Only the images are to be dropped; the records themselves must be repeated exactly.

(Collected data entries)
Content starts

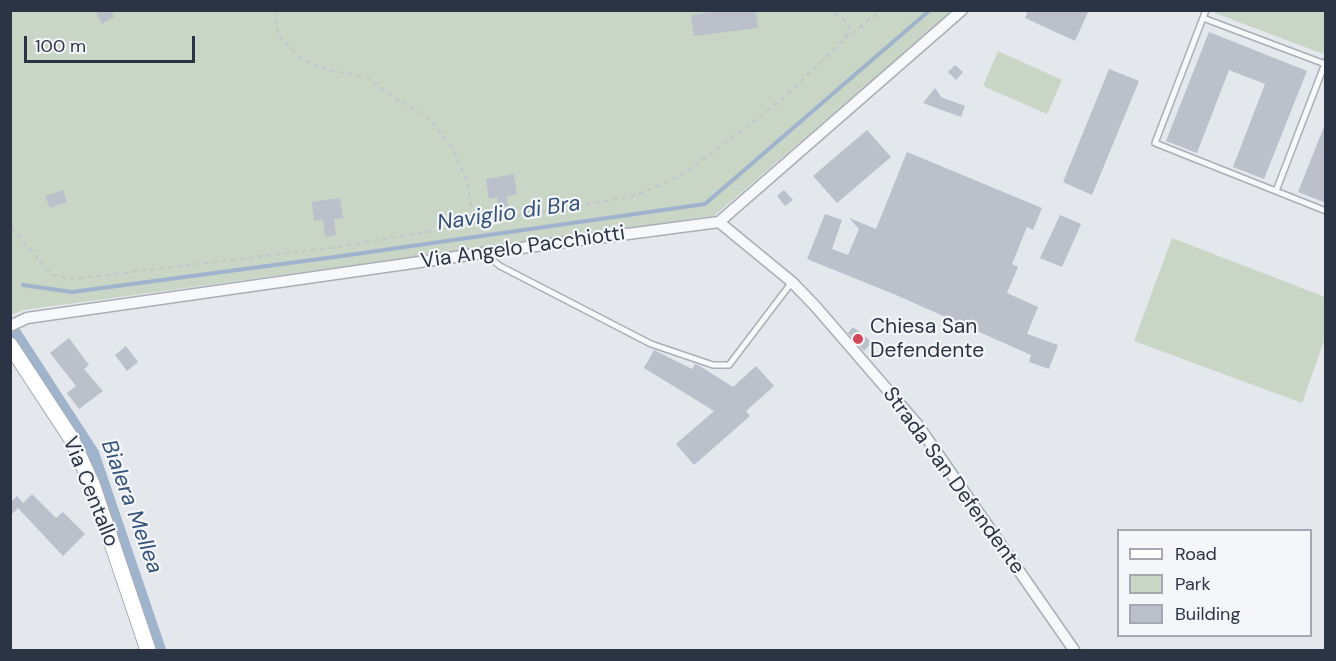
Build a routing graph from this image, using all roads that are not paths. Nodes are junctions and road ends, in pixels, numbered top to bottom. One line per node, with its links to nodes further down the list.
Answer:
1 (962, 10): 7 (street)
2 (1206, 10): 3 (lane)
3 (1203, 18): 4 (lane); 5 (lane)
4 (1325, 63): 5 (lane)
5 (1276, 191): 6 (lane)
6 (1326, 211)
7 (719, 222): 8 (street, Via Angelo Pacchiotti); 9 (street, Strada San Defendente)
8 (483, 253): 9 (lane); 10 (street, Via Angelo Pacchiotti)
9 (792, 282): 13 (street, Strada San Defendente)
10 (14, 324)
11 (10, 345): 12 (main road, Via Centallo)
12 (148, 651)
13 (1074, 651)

Content ends

Response to this task |
Build a routing graph from this image, using all roads that are not paths. Nodes are junctions and road ends, in pixels, numbered top to bottom. One line per node, with its links to nodes further down the list.
Answer:
1 (962, 10): 7 (street)
2 (1206, 10): 3 (lane)
3 (1203, 18): 4 (lane); 5 (lane)
4 (1325, 63): 5 (lane)
5 (1276, 191): 6 (lane)
6 (1326, 211)
7 (719, 222): 8 (street, Via Angelo Pacchiotti); 9 (street, Strada San Defendente)
8 (483, 253): 9 (lane); 10 (street, Via Angelo Pacchiotti)
9 (792, 282): 13 (street, Strada San Defendente)
10 (14, 324)
11 (10, 345): 12 (main road, Via Centallo)
12 (148, 651)
13 (1074, 651)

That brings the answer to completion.